でえと
翌朝、ジャネットが目を覚ますと、体の上になにか小っちゃい生き物が載っていた。
「ジャネットさん。ジャネットさあんっ! 朝ですようっ!」
ゆさゆさと優しく体を揺さぶられるのが心地よく、ミルクのような甘い匂いが快い。ジャネットは夢うつつでつぶやく。
「あと一ヶ月……眠らせてくださいまし……」
「一ヶ月もお休みしたら先生に叱られちゃいますようっ! でぇと、行かないんですか?」
「っ! デート!?」
ぱちっと目を開けるジャネット。体の上に載っていたのは、フェリスだった。お出かけ用の服を身にまとい、脚を畳んでちょこんと座っている。
「フェリス!?」
ジャネットは眠気が瞬時に消え去るのを感じた。こんな朝っぱらからフェリスの可愛い顔を至近距離で見るのは刺激が強すぎる。
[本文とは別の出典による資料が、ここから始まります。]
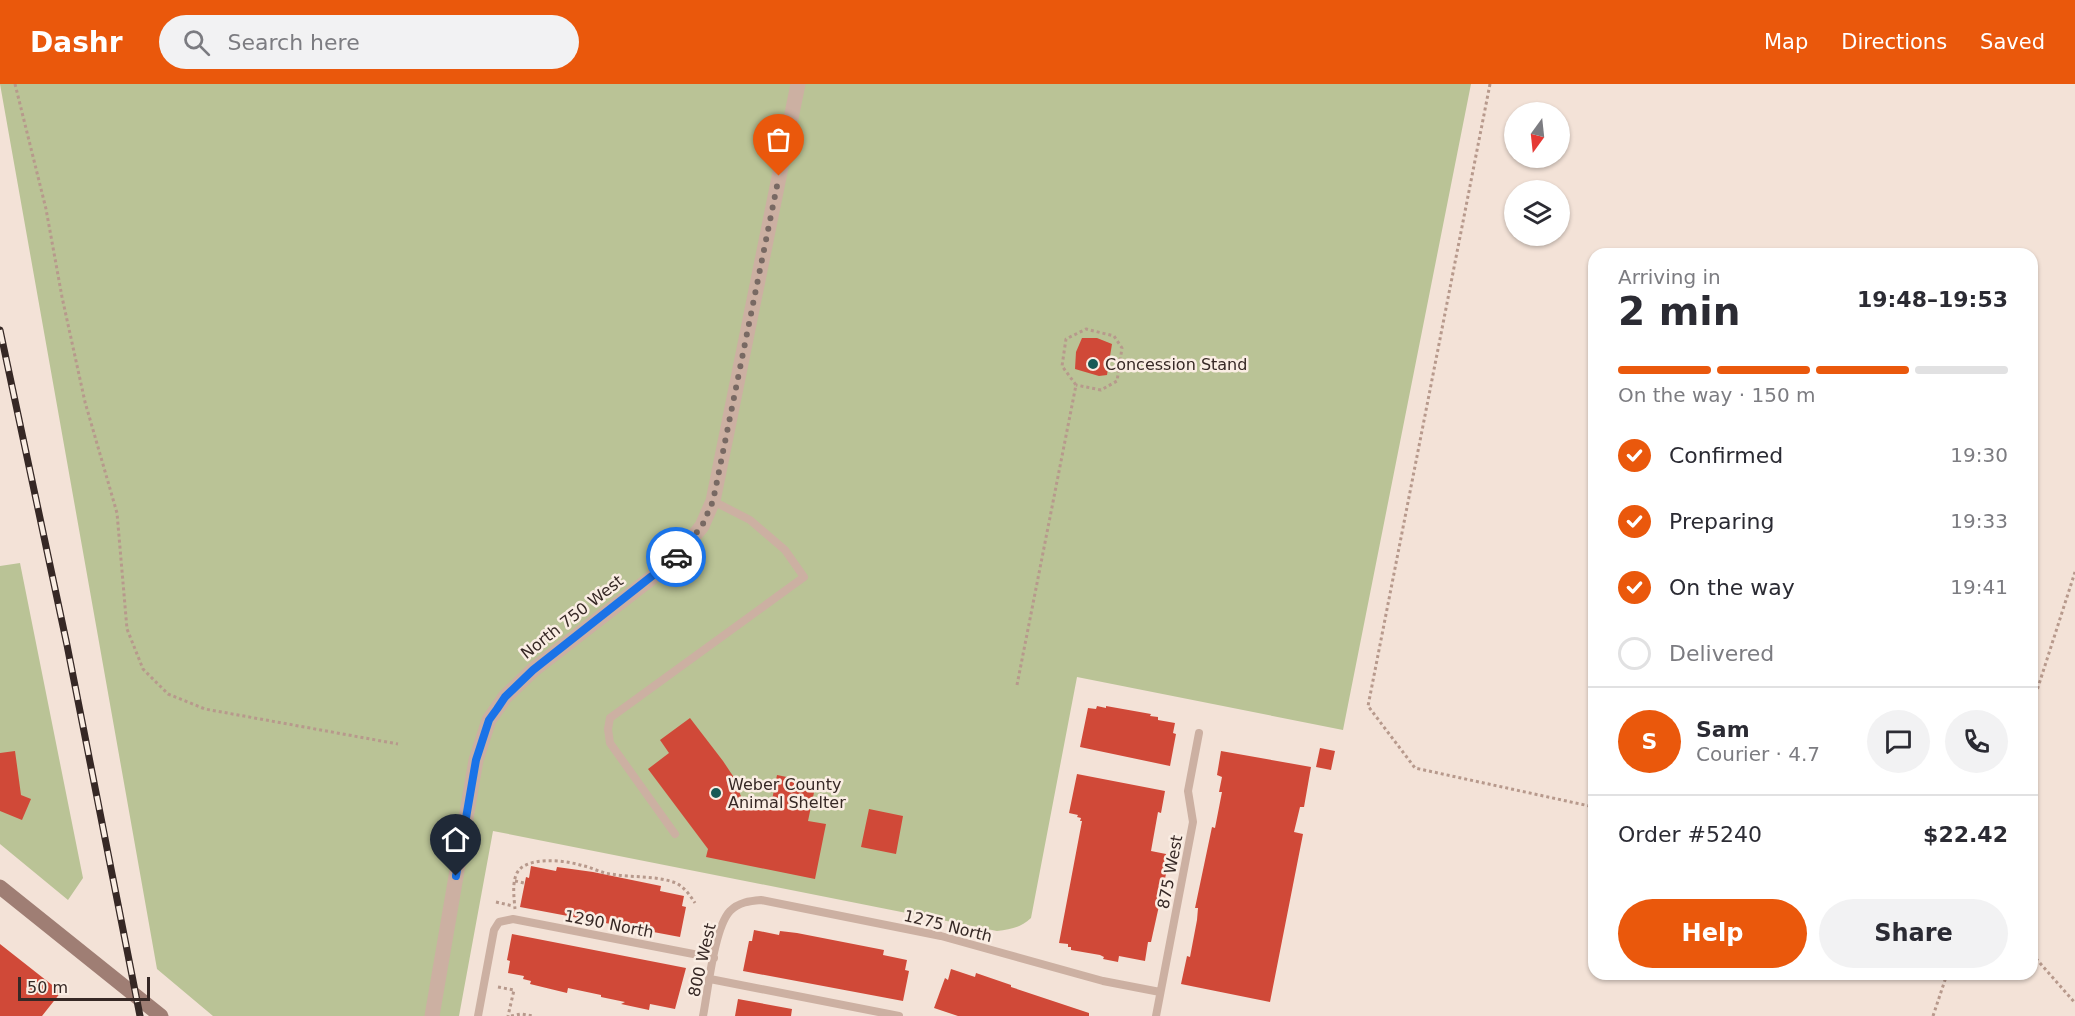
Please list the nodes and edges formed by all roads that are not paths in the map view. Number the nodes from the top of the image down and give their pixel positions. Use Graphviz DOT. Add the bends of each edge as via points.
graph roads {
  1 [pos="798,84"];
  2 [pos="713,501"];
  3 [pos="1199,733"];
  4 [pos="675,834"];
  5 [pos="0,887"];
  6 [pos="730,911"];
  7 [pos="714,958"];
  8 [pos="710,979"];
  9 [pos="1160,992"];
  10 [pos="161,1016"];
  11 [pos="432,1016"];
  12 [pos="478,1016"];
  13 [pos="703,1016"];
  14 [pos="899,1016"];
  15 [pos="1156,1016"];
  1 -- 2 [label="street, North 750 West"];
  2 -- 4 [label="lane" via="750,520 785,550 804,577 610,718 610,743"];
  2 -- 11 [label="street, North 750 West" via="702,526 682,551 533,670 505,697 489,720 476,760"];
  3 -- 9 [label="lane, 875 West" via="1188,791 1193,822"];
  5 -- 10 [label="main road"];
  6 -- 7 [label="lane, 800 West" via="721,927"];
  6 -- 9 [label="lane, 1275 North" via="745,902 761,900 941,936 1103,981"];
  7 -- 8 [label="lane, 800 West"];
  7 -- 12 [label="lane, 1290 North" via="513,919 499,922 494,930"];
  8 -- 13 [label="lane, 800 West"];
  8 -- 14 [label="lane"];
  9 -- 15 [label="lane, 875 West"];
}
朝っぱらといっても、日はすっかり昇りきっているけれど。
「おはようございます、ジャネットさんっ!」
にこっと笑うフェリス。
「ご、ごめんなさい! すぐ準備しますわ!」
「はいっ!」
元気にお返事しながらも、フェリスはジャネットの上から退かない。
――そこにいらしたら準備できないんですけれど……。
思いつつも、これはこれで幸せなのでなにも言えないジャネットである。
「あ! わたしジャマですよね! すみません!」
フェリスが自分で気づいてジャネットの上から降り、ジャネットはようやく動けるようになる。
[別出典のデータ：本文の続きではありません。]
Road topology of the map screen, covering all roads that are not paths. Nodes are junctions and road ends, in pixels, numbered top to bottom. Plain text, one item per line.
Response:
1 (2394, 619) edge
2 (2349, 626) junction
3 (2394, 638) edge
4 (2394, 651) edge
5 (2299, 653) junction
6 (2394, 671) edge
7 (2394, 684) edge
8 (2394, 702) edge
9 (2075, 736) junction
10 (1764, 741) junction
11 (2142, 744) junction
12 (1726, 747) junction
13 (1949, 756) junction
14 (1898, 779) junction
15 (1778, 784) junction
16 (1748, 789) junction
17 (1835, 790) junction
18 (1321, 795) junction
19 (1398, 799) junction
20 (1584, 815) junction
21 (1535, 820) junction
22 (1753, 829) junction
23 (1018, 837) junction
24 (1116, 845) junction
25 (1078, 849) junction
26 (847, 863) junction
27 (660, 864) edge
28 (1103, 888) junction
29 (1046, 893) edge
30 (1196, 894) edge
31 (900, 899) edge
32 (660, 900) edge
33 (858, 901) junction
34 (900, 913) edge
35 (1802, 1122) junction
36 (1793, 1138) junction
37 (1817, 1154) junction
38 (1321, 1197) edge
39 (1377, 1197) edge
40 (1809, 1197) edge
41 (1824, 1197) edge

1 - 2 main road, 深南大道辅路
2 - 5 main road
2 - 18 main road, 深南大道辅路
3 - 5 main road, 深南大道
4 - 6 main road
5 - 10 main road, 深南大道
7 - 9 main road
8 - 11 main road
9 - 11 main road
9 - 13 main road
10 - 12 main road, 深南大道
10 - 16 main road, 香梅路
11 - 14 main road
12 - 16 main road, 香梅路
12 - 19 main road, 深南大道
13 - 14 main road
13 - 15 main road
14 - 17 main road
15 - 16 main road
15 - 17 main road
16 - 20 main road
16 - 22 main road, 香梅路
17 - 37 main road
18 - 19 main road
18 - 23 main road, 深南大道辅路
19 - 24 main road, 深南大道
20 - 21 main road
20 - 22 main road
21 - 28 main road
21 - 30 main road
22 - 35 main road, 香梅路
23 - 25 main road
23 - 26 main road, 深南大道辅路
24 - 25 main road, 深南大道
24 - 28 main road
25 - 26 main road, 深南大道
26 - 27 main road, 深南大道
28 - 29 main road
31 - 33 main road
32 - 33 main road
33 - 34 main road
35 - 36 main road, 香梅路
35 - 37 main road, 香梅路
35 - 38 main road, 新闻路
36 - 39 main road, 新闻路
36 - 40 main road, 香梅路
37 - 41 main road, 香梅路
ジャネットは身だしなみを整え、鞄の中身をもう一度確認してから、フェリスと二人で自室を出た。
「今日はでぇと、いーっぱい楽しみましょうね!」
「え、ええ……」
ジャネットは自分のほっぺたをぎゅーっとつねる。
「どうしたんですか? ほっぺたがジャマなんですか?」
「フェリスとデートできるなんて、夢でも見てるんじゃないかと思って……。痛いかどうか確かめていたんですの」
ジャネットとフェリスは女子寮の玄関を出て、トレイユの街へと向かった。学校の外出許可証は、予定が決まったときに早めに取得している。
「でぇと♪ でぇと♪ ジャネットさんとでぇと~♪」
ご機嫌で歌いながら、フェリスは大きく手足を振って歩く。
「フェリス、その歌は……」
「なんですかっ?」
「いえ……」
恥ずかしすぎて死んじゃいますわ、と言いたくても言えないジャネット。フェリスとのデートは嬉しいし、全校生徒に自慢したいくらいなのは事実だが、全住民に宣伝するのは開けっぴろげすぎる。
一方、フェリスは。
――ジャネットさんの『こいびと』だなんて、すっごくオトナっぽいです! わたし、オトナになっちゃいました!
と胸を弾ませていた。
恋人がいったいどういうものなのか、具体的なところはよく分からないが、その響きには憧れを感じる。常日頃から素敵なお姉さんだと思っているジャネットの恋人になれるのは、自分までお姉さんになった気がしてワクワクした。